Systems, Levels & Hierarchies
Magickal systems almost invariably involve some sort of symbolic psychocosm. These maps can be useful for doing practical magick—generally in proportion to how much the magician immerses herself in the set of beliefs that the system implies and depends upon. The usual meta-belief in Chaos Magick is that belief is a tool, rather than an end in itself, and a particular psychocosm is viewed in the light of its usefulness. Psychocosms originate from mystery schools (‘Qabalah’ means something like ‘oral tradition’) or from commentaries on older texts (the I Ching, reconstructed Runic systems), or from scientific considerations, like the 8 Circuit model of Timothy Leary and Robert Anton Wilson.

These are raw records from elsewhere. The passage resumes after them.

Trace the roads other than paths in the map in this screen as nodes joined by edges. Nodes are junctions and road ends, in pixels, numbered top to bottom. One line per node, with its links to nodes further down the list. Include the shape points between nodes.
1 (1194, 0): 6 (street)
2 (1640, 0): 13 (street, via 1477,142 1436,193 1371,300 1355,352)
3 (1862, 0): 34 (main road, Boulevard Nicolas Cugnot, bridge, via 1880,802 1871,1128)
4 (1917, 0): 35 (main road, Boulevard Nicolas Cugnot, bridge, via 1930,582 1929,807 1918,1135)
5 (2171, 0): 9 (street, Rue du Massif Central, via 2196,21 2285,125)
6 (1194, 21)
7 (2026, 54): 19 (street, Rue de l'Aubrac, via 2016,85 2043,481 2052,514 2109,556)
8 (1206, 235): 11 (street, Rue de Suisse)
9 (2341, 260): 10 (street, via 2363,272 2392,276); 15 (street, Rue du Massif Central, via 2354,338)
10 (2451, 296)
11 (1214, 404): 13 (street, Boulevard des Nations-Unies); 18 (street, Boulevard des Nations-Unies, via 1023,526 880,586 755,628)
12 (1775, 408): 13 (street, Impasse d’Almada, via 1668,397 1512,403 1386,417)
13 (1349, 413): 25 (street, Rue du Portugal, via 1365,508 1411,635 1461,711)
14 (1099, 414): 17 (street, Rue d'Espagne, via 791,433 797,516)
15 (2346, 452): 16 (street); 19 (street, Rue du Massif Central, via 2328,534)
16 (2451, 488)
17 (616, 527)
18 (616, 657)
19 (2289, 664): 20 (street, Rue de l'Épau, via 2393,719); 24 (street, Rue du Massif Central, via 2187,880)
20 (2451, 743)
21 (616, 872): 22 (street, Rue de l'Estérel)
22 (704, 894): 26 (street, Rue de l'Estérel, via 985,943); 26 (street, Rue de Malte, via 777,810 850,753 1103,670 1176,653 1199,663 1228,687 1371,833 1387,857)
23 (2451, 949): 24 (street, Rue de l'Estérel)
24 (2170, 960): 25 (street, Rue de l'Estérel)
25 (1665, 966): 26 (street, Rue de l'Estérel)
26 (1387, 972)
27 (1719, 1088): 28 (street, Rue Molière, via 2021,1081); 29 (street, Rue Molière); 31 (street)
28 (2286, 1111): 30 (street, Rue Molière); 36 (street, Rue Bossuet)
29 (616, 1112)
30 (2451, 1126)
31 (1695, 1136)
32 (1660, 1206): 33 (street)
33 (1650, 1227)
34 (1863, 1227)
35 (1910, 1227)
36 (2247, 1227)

Some such maps can be viewed as purely magical or ‘spiritual’ in purpose. Such psychocosms have teachings associated with them which are only comprehensible if the map itself has been internalized. Further, some, like the Qabalistic Tree of Life, have an inbuilt up/down quality, a hierarchy, explicit or otherwise. This kind of hierarchy is seldom helpful in practical magick. For disentangling levels in the selves, the neurolinguist Robert Dilts has created a ‘Unified Field of Neurological Levels’. This is purely functional, stripped of any ‘spiritual’ message. Each level contains all the most general features of the level below it. In other words, the patterns in one level imply the patterns in the next level down. This means that change at any level will affect the levels below it, but not necessarily the levels above it (although this can happen). It is not the case that higher levels are more important than lower; rather, the model reflects the way in which willed change works: it is more effective to make a change at a higher level, and that is precisely what makes it a higher level. Dilts’ Neurological Levels are:-
- SPIRITUAL: Purpose. This is anything which is at a higher level of power or priority than:-
- IDENTITY: all the things we tell ourselves about who we are; we are often not conscious of the self-referential loops that inhabit this level;
- BELIEFS: whatever ideas we think are true. This includes our criteria, which are implicit in the way we make decisions, whether we are conscious of them or not.

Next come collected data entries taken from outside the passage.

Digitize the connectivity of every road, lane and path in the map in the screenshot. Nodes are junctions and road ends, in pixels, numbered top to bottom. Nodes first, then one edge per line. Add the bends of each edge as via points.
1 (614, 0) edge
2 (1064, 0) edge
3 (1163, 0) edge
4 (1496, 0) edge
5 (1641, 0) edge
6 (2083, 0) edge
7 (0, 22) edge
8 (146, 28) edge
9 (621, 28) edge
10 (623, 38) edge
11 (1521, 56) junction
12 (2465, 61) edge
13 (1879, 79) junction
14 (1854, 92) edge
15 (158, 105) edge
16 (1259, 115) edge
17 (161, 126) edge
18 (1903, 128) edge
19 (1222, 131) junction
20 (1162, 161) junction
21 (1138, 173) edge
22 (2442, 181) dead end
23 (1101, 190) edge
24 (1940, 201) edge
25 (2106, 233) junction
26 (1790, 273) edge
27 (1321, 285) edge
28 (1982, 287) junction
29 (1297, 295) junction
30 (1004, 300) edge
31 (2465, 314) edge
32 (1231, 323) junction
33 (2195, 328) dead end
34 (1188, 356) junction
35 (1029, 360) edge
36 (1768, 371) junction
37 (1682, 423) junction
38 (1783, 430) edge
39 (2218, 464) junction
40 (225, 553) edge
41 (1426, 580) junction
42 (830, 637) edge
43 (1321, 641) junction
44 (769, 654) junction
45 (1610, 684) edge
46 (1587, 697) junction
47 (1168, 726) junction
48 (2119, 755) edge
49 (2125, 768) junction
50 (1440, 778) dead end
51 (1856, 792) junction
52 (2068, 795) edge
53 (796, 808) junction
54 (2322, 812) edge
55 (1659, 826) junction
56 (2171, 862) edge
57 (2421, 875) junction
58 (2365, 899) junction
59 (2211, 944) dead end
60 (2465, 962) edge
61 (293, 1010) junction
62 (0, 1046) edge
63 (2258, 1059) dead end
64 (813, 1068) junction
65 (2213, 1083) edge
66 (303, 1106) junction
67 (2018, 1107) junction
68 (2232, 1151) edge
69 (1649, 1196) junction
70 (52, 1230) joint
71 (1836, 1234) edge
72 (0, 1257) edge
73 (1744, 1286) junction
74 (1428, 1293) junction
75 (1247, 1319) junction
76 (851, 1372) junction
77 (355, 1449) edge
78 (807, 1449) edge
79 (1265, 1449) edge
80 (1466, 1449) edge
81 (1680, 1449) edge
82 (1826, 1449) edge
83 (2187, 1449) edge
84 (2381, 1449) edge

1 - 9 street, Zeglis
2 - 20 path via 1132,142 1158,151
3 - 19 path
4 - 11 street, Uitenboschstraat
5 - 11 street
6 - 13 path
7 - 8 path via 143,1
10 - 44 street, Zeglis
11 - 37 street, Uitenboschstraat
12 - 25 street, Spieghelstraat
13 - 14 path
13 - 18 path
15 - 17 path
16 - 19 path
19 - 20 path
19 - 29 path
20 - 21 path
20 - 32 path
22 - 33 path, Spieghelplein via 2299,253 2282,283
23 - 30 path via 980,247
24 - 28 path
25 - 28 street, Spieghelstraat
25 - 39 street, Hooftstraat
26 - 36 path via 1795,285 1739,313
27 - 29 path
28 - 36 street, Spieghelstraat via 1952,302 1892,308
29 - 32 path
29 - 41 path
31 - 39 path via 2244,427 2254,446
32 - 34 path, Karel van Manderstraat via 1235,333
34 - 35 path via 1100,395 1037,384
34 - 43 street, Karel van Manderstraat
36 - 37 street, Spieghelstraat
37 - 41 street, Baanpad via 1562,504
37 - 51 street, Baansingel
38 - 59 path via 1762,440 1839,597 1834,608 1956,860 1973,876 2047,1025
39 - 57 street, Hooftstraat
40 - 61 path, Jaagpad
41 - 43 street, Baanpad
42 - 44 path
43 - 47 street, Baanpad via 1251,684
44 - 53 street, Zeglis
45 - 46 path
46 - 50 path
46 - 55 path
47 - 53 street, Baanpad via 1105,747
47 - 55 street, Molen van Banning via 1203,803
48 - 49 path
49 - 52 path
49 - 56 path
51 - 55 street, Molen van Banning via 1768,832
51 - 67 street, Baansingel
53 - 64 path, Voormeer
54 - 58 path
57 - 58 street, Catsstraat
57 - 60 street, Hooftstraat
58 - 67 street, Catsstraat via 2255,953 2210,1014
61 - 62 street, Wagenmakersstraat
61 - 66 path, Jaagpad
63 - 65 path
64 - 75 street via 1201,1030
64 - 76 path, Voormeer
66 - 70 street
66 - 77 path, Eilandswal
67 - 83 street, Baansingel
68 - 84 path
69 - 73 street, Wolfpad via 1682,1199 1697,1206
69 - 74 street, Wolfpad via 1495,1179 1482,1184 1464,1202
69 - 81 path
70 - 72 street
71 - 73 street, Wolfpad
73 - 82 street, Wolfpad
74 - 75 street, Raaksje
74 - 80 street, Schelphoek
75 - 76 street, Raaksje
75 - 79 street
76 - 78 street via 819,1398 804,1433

- CAPABILITIES: these are our skills—not just manual or recognized intellectual ones, but the abilities that enable us to get through our everyday lives, socialize, make decisions, engineer our emotions and so on.

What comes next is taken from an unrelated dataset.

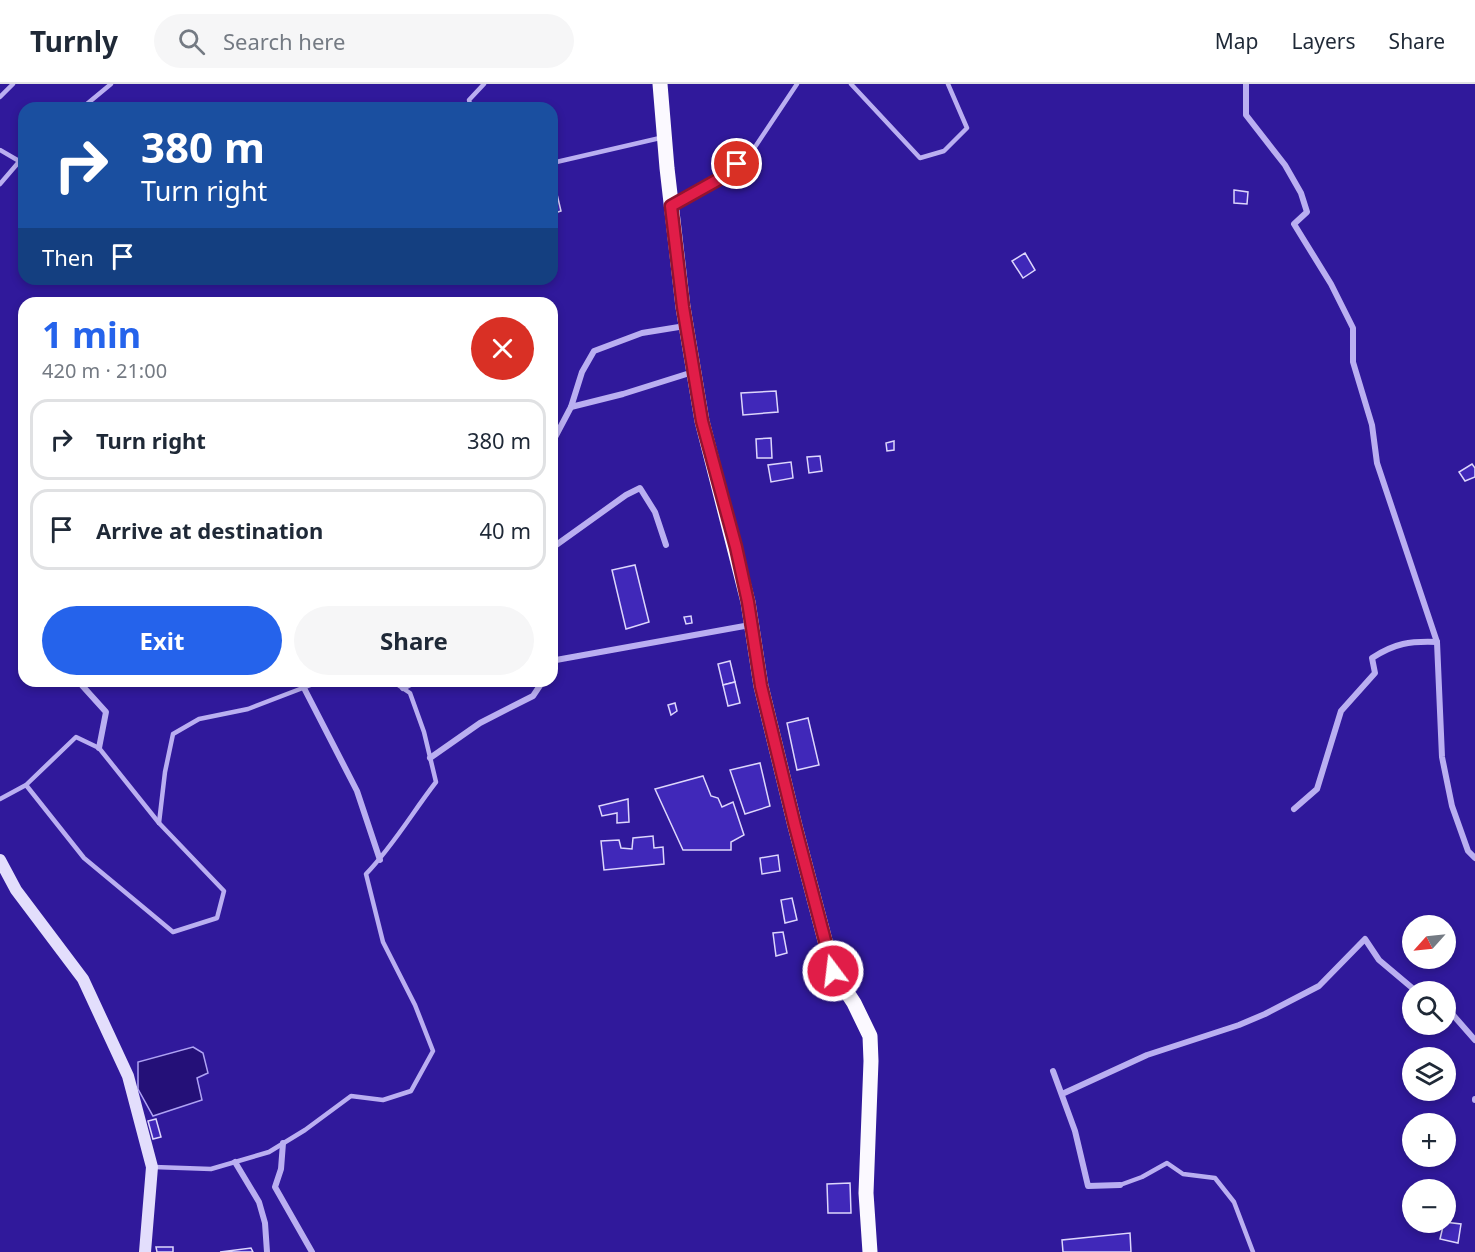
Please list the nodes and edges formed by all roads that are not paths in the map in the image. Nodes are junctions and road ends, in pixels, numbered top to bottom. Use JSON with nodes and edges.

- BEHAVIOUR: what we actually do in the world. Our usage of time.
- ENVIRONMENT: the final level which we change through action (including magick).
Conclusions
Magick is inextricably intertwined with language, and language is just about everything. We are immersed in it for better or for worse, and so we need to understand it, take a grasp of our inner linguistic processes, so that we can become just what we want, rather than another robot whose blueprint was drawn up by someone else. Change is resisted by the nervous system, which prefers to repeat comfortable and familiar actions which have become ineffective rather than adopt new and more powerful strategies.
Magicians are generally aware that, in order to get results and fulfill your potential, you have to do things you don’t initially like—you have to break out of your ‘comfort zone’, in order to change. Through its modeling of successful change, NLP has accumulated (and is still accumulating) some of the smoothest techniques for changing beliefs and identities. This in itself makes it worth the magician’s while to investigate.